(Pictured people or hands with joints)
'''
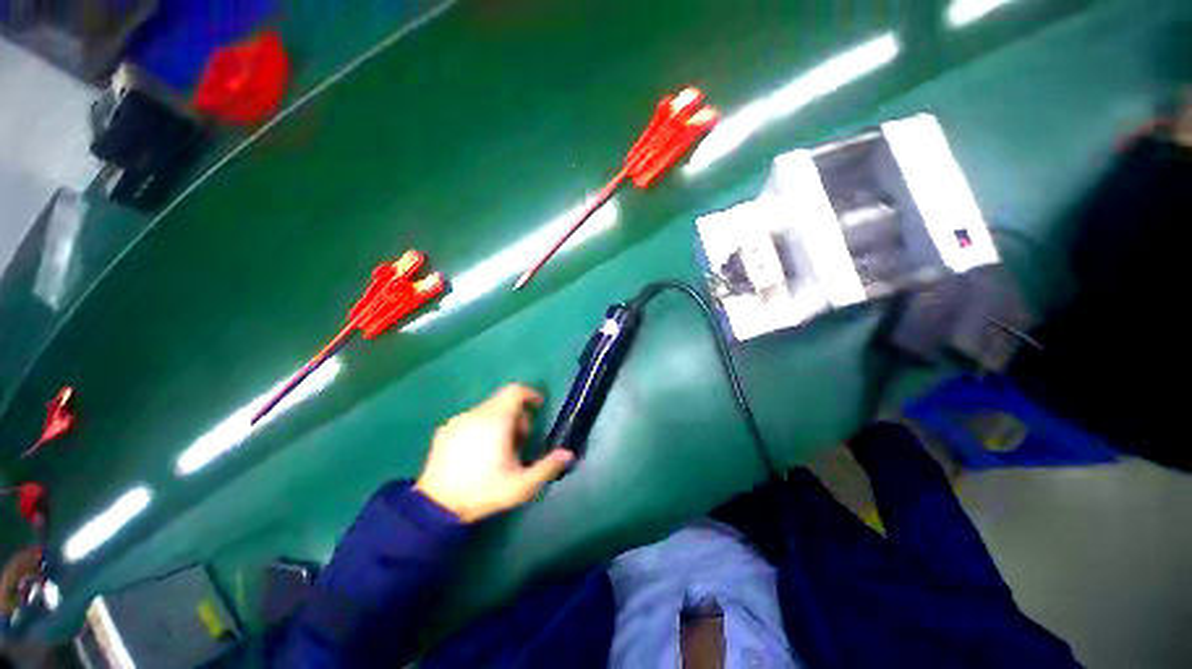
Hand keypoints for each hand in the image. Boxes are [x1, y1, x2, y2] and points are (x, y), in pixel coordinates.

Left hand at [415, 385, 572, 522]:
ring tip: (498, 450)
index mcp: (497, 419)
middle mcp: (476, 413)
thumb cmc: (484, 491)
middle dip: (517, 416)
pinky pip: (471, 420)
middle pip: (504, 401)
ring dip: (499, 422)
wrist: (436, 506)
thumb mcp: (522, 485)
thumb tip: (568, 453)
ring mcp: (458, 420)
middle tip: (519, 441)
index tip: (538, 408)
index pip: (516, 391)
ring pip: (487, 410)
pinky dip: (481, 427)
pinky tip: (477, 453)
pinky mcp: (445, 430)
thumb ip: (547, 467)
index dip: (530, 395)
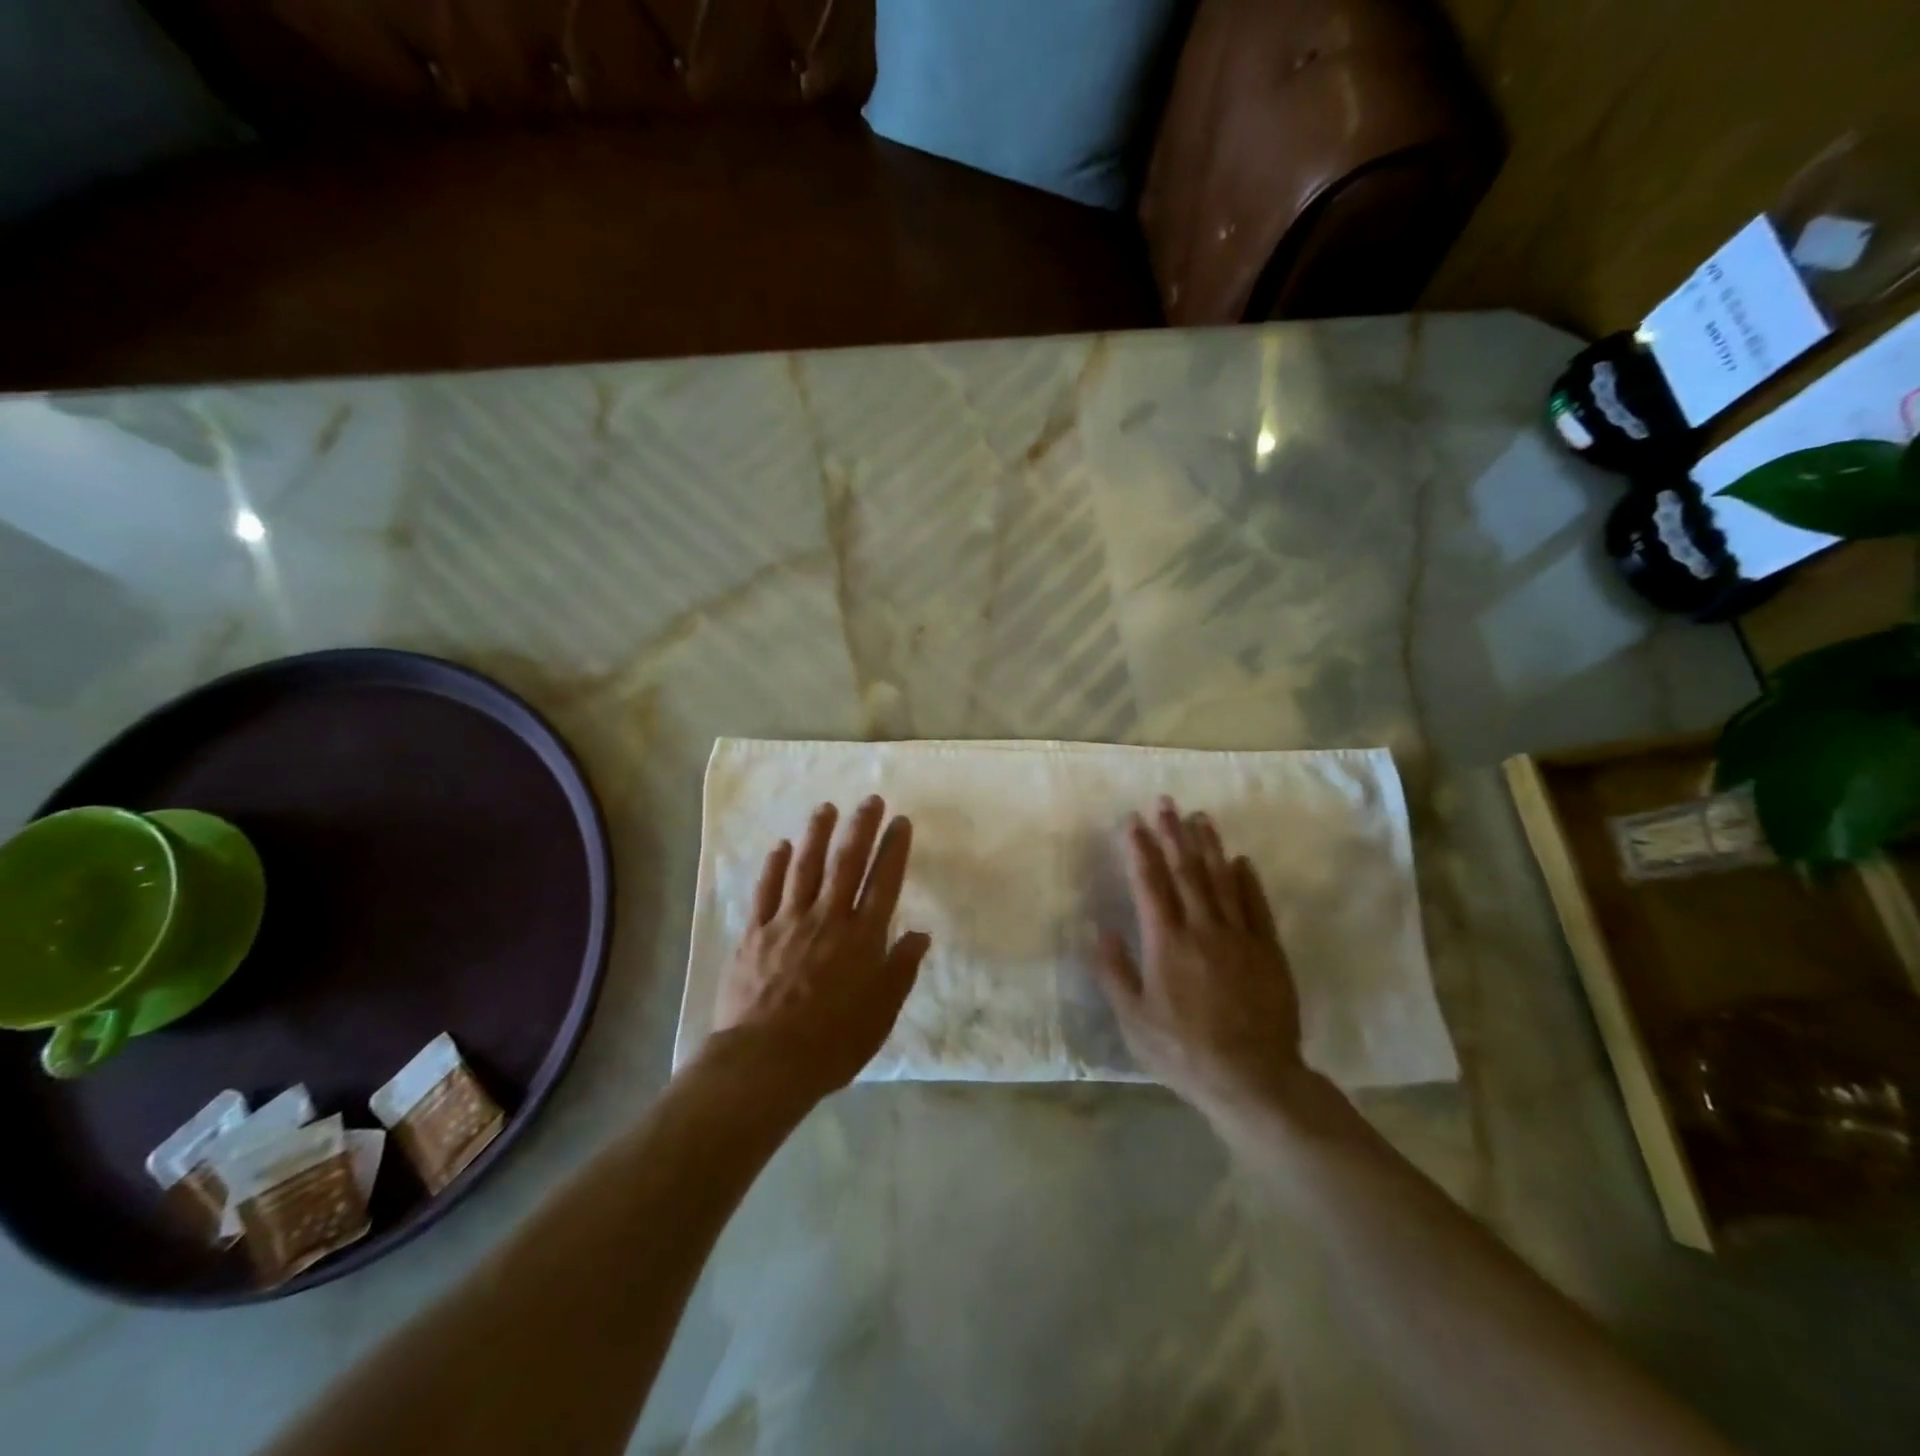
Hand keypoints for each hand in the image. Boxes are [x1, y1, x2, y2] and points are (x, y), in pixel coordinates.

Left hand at [712, 796, 930, 1102]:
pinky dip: (773, 866)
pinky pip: (766, 891)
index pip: (884, 882)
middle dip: (861, 828)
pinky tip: (780, 846)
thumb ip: (901, 970)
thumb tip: (920, 934)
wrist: (765, 1063)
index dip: (894, 849)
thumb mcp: (881, 1014)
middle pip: (847, 864)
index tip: (900, 822)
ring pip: (805, 868)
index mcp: (862, 938)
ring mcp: (788, 922)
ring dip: (817, 835)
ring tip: (826, 808)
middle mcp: (827, 919)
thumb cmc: (832, 1044)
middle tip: (870, 800)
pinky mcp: (755, 933)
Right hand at [1093, 796, 1306, 1121]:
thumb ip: (1115, 972)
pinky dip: (1247, 880)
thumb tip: (1102, 929)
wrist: (1253, 1079)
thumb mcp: (1134, 1020)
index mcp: (1167, 942)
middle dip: (1172, 833)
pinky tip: (1240, 860)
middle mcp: (1203, 929)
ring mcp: (1240, 937)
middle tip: (1165, 802)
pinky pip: (1256, 906)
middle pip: (1186, 871)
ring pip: (1222, 880)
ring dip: (1208, 846)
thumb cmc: (1184, 1052)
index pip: (1150, 883)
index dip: (1140, 849)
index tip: (1133, 820)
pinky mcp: (1268, 951)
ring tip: (1199, 817)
'''
• Your task
The records above need to be copied exactly, with the pictures left out.

• Response area
Hand keypoints for each hand in the image. Boxes are [x1, y1, x2, y2] and points are (x, y), in pixel coordinates.

Left hand at [415, 385, 572, 522]:
ring tip: (498, 450)
index mcp: (497, 419)
middle mcp: (476, 413)
thumb cmc: (484, 491)
middle dip: (517, 416)
pinky pip: (471, 420)
middle pip: (504, 401)
ring dip: (499, 422)
wrist: (436, 506)
thumb mcp: (522, 485)
thumb tip: (568, 453)
ring mcp: (458, 420)
middle tip: (519, 441)
index tip: (538, 408)
index pip: (516, 391)
ring pip: (487, 410)
pinky dip: (481, 427)
pinky tip: (477, 453)
pinky mcp: (445, 430)
thumb ip: (547, 467)
index dip: (530, 395)
Hand keypoints for each hand in the image. Boxes are [x1, y1, x2, y2] and points are (x, y), in pixel coordinates.

Left hand at [712, 796, 930, 1102]:
pinky dip: (773, 866)
pinky pip: (766, 891)
index pip: (884, 882)
middle dip: (861, 828)
pinky tip: (780, 846)
thumb ip: (901, 970)
thumb tip: (920, 934)
wrist: (765, 1063)
index dip: (894, 849)
thumb mcp: (881, 1014)
middle pip: (847, 864)
index tip: (900, 822)
ring pip: (805, 868)
index mcp: (862, 938)
ring mcp: (788, 922)
ring dip: (817, 835)
ring tip: (826, 808)
middle mcp: (827, 919)
thumb cmc: (832, 1044)
middle tip: (870, 800)
pinky mcp: (755, 933)
Right hand at [1093, 796, 1306, 1121]:
thumb ip: (1115, 972)
pinky dip: (1247, 880)
thumb tip: (1102, 929)
wrist: (1253, 1079)
thumb mcp: (1134, 1020)
index mcp: (1167, 942)
middle dip: (1172, 833)
pinky tip: (1240, 860)
middle mcp: (1203, 929)
ring mcp: (1240, 937)
middle tip: (1165, 802)
pinky pip: (1256, 906)
middle pip: (1186, 871)
ring pip: (1222, 880)
ring dip: (1208, 846)
thumb cmc: (1184, 1052)
index pip: (1150, 883)
index dip: (1140, 849)
index tip: (1133, 820)
pinky mcp: (1268, 951)
ring tip: (1199, 817)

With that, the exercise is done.